§ Problem requirements
Go through the material below, tally each line containing "MOURA", and write the tally alone.

§ Source records
= = =
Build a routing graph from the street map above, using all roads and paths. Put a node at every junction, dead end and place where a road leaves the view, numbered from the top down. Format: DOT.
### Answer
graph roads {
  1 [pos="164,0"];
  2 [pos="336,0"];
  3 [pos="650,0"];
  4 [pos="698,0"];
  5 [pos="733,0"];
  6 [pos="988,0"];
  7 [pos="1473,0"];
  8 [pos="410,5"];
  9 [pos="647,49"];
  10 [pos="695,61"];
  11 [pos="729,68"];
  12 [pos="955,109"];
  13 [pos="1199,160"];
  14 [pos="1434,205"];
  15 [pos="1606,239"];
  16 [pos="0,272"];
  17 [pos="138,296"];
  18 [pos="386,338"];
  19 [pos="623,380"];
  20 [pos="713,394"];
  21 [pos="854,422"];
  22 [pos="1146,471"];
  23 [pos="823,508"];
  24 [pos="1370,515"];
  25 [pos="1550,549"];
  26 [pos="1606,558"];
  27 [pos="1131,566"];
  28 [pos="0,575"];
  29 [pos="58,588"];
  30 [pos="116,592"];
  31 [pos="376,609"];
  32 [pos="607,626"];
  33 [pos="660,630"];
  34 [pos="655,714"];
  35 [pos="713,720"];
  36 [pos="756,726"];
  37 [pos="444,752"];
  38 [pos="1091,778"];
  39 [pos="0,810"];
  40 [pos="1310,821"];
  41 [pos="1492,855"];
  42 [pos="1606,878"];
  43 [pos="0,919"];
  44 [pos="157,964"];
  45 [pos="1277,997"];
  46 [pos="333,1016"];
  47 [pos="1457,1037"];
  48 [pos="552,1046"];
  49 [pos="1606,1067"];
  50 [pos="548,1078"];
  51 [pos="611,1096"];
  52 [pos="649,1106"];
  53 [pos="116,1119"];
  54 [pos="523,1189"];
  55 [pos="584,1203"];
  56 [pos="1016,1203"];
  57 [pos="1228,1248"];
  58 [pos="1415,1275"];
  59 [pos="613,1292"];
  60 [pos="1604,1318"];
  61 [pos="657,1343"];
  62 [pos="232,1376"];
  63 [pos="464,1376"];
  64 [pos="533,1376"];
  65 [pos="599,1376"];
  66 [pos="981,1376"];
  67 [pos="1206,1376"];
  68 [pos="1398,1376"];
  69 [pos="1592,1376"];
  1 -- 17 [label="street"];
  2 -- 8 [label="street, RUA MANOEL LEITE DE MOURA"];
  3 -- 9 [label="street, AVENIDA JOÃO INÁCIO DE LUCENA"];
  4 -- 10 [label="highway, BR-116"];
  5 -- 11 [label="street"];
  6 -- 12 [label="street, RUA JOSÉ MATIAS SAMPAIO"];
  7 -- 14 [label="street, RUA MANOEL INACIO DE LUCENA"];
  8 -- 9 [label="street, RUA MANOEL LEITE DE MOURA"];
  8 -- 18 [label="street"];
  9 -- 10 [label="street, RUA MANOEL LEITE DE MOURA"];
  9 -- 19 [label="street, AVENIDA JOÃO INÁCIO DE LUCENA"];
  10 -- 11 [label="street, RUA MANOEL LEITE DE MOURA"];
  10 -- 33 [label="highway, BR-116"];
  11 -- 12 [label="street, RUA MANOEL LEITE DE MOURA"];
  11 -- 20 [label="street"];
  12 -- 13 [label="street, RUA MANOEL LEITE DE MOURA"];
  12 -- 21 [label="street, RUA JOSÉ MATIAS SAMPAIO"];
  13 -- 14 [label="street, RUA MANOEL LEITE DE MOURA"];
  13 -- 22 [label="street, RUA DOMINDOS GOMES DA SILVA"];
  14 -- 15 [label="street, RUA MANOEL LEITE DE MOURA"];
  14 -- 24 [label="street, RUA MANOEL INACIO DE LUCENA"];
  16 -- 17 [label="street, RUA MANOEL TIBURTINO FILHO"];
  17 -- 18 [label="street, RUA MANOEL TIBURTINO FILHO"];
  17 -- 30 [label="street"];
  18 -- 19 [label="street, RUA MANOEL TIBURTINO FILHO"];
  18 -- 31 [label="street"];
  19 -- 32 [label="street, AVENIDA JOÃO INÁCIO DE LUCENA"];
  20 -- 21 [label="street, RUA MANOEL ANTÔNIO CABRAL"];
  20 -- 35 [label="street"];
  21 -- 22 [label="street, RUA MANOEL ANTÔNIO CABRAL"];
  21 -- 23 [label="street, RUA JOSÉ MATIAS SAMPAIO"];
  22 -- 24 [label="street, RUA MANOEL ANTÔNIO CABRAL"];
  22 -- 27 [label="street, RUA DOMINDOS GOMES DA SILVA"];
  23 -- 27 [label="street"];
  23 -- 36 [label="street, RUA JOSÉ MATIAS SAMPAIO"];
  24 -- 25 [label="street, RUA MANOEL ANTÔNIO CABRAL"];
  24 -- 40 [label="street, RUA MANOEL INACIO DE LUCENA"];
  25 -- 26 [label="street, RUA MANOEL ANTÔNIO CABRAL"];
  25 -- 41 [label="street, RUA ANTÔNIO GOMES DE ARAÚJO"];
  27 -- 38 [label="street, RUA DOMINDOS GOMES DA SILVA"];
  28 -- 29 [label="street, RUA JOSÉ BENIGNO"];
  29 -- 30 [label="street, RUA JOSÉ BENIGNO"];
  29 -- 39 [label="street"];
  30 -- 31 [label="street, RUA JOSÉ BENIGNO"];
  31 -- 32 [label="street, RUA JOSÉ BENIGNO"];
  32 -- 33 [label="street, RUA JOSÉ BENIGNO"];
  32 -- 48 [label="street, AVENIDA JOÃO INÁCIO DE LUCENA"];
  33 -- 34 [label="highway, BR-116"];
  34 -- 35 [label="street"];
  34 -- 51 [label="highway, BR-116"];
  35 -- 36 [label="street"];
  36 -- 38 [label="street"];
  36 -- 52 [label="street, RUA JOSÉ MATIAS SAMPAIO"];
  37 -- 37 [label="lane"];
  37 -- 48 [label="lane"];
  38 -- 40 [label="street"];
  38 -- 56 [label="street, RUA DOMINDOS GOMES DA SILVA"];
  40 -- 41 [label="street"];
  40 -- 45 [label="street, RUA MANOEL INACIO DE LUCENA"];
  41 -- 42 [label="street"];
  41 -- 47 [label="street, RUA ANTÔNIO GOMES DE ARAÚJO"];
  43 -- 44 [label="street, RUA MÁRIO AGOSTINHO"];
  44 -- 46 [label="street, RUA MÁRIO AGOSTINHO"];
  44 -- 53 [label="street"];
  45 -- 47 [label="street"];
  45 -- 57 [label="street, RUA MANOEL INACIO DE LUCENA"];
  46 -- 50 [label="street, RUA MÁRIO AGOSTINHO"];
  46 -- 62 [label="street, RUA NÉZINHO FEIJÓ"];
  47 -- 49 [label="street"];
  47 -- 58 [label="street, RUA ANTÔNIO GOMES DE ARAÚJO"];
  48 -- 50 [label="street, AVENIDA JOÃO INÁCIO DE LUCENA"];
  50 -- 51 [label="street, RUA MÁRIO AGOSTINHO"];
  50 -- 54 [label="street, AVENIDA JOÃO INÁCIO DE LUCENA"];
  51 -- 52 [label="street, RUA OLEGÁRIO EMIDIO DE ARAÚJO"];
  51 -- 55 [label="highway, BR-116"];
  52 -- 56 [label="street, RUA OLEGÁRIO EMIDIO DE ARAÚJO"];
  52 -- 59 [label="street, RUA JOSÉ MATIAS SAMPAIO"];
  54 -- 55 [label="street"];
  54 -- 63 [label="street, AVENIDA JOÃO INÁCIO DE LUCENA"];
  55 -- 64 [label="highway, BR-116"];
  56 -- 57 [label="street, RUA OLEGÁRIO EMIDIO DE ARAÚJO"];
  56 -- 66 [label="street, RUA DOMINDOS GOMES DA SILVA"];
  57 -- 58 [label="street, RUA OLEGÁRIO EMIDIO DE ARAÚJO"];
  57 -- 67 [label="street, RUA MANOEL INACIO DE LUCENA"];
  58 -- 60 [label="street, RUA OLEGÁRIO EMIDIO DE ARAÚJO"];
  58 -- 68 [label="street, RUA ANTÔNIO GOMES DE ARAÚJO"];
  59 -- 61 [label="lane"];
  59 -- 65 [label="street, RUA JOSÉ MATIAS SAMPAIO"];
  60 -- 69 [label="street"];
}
= = =
§ Output
8